ASSIGNED TASK – In the entries below, find each line with the word "other" and return it.

ENTRIES SHOWN –
--

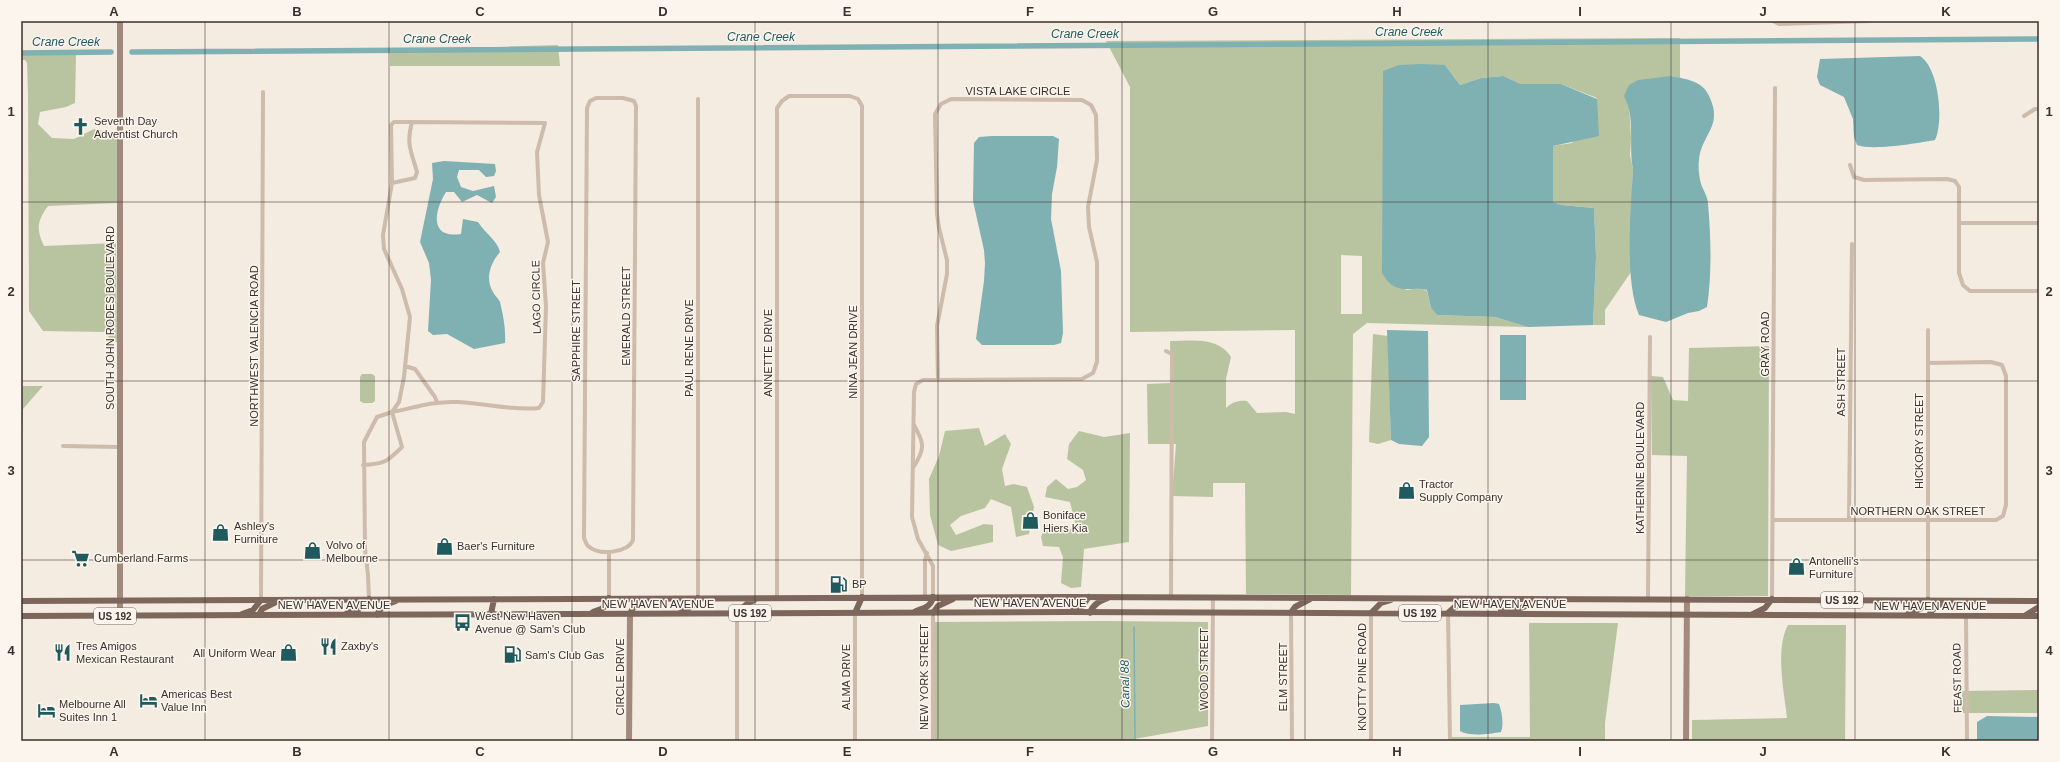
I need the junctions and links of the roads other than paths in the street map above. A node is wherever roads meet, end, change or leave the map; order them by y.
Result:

--

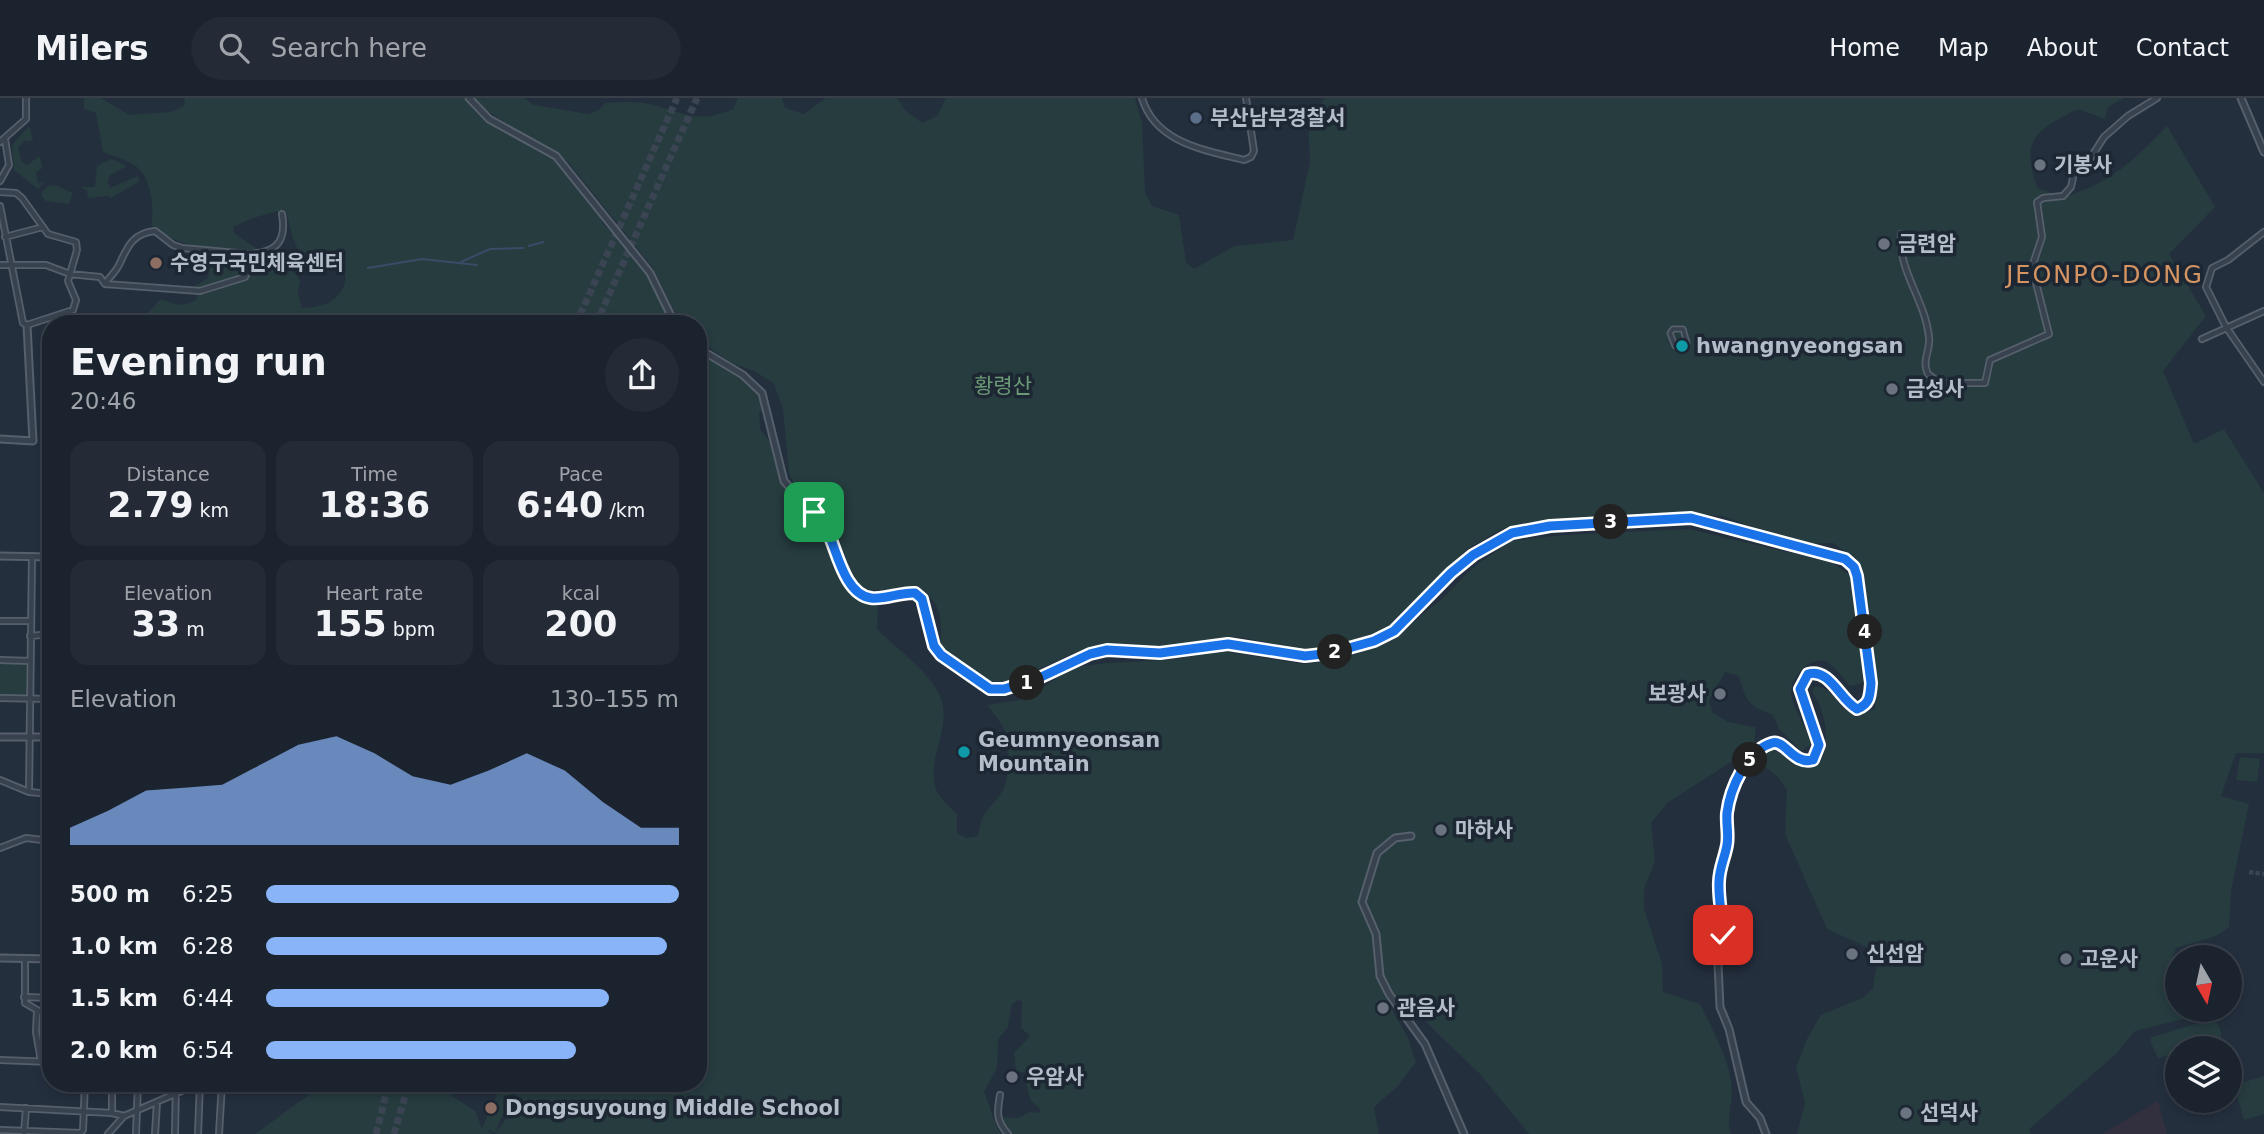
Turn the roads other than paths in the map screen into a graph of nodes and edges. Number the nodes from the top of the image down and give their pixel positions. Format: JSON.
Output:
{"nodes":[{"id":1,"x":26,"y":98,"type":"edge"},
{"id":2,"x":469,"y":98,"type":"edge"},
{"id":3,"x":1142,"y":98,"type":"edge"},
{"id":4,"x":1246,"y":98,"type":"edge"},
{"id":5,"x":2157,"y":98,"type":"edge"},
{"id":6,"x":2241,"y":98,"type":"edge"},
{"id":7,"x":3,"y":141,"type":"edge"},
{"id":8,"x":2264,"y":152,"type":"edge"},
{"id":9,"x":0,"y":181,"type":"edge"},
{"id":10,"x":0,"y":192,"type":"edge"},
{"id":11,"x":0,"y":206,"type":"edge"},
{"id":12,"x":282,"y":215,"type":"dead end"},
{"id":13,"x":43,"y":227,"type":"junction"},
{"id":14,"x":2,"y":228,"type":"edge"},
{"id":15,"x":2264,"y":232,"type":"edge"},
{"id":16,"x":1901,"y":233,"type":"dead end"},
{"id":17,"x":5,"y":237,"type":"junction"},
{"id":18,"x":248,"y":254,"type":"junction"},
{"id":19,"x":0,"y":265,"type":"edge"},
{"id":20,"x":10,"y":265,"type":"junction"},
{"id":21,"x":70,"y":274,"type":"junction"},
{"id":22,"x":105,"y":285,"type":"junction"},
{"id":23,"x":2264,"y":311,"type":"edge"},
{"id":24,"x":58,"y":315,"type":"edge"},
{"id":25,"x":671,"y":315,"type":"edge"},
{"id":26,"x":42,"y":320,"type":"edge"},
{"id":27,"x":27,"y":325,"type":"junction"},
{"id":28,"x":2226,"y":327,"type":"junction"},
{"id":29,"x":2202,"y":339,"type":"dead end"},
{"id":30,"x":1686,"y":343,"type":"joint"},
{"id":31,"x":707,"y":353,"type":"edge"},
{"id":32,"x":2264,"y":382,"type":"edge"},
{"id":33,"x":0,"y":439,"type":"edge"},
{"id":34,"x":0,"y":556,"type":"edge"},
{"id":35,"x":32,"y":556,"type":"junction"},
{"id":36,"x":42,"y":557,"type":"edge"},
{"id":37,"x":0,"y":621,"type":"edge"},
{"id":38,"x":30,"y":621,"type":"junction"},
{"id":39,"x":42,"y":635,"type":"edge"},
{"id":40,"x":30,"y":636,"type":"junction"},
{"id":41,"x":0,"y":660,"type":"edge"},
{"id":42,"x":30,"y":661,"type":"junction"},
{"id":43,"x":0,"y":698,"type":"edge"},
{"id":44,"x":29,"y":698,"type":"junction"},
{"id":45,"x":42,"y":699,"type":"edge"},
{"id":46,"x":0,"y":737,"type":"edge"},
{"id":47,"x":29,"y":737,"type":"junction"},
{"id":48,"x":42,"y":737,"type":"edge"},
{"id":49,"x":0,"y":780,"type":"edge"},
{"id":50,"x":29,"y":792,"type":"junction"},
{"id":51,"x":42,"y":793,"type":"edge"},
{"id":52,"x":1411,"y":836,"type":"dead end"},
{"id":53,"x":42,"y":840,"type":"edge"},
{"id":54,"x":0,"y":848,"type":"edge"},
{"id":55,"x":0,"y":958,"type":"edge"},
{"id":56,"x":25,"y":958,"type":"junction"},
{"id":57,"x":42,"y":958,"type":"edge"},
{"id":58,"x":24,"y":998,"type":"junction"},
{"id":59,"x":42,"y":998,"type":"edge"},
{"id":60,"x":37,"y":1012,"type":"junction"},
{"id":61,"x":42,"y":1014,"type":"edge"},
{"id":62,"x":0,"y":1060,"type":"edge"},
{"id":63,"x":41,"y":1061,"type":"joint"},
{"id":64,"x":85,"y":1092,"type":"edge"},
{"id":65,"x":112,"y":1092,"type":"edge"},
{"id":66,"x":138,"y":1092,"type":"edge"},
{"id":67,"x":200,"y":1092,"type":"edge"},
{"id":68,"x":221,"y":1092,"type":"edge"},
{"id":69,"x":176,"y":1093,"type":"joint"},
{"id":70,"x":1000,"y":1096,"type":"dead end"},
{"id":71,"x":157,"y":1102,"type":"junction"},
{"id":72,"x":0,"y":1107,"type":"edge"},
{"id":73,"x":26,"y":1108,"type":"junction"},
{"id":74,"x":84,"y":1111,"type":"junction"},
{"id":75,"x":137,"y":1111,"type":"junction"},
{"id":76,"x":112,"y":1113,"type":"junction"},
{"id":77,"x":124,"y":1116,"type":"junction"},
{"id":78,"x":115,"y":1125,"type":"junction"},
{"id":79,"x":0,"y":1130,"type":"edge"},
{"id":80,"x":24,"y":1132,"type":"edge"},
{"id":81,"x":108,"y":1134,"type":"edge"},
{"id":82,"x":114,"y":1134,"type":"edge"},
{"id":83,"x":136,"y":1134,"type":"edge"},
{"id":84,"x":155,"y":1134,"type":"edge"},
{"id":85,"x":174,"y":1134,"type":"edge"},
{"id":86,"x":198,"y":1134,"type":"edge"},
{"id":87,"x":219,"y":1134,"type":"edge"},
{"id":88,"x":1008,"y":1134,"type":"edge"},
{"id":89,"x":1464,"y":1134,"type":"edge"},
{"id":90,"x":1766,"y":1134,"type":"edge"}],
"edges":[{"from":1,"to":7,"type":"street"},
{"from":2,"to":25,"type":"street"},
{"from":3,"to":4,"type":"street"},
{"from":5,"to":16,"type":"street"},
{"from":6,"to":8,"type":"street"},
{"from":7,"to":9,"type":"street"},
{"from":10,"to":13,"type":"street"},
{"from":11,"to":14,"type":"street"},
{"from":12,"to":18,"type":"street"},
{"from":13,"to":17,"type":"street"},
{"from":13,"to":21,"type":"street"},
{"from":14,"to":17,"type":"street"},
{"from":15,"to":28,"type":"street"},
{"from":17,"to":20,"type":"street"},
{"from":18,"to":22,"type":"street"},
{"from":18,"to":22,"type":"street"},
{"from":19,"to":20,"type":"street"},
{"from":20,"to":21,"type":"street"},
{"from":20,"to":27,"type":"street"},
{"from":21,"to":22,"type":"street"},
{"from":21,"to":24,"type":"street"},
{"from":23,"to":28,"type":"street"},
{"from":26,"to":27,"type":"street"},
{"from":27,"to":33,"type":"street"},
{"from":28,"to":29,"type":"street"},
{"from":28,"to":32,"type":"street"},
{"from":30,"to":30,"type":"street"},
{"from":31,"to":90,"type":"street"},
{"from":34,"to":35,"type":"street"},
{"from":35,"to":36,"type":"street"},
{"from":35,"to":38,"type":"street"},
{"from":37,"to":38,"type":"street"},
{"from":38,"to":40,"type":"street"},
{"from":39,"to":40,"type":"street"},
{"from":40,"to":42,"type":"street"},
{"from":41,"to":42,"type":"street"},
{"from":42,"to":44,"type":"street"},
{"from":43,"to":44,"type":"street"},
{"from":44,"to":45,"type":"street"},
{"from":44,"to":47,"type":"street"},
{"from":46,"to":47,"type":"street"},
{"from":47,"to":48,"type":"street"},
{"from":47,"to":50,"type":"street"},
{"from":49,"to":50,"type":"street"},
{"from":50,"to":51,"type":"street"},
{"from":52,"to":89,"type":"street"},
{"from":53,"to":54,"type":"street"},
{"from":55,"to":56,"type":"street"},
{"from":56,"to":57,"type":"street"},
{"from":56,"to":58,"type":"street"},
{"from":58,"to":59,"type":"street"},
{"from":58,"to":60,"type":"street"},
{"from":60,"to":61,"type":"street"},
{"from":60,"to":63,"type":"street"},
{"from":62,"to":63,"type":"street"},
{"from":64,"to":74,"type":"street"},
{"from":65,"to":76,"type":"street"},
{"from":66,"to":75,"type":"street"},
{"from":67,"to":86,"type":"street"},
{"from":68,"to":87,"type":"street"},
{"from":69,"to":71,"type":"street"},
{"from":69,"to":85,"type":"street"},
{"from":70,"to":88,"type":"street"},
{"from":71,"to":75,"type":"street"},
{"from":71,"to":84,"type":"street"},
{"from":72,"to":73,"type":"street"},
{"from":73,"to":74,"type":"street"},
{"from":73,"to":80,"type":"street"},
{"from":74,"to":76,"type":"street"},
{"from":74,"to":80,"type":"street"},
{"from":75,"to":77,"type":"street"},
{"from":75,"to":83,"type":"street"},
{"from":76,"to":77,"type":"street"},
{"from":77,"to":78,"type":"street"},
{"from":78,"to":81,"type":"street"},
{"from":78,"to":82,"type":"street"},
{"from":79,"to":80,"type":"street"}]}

--

SOLUTION –
I need the junctions and links of the roads other than paths in the street map above. A node is wherever roads meet, end, change or leave the map; order them by y.
Turn the roads other than paths in the map screen into a graph of nodes and edges. Number the nodes from the top of the image down and give their pixel positions. Format: JSON.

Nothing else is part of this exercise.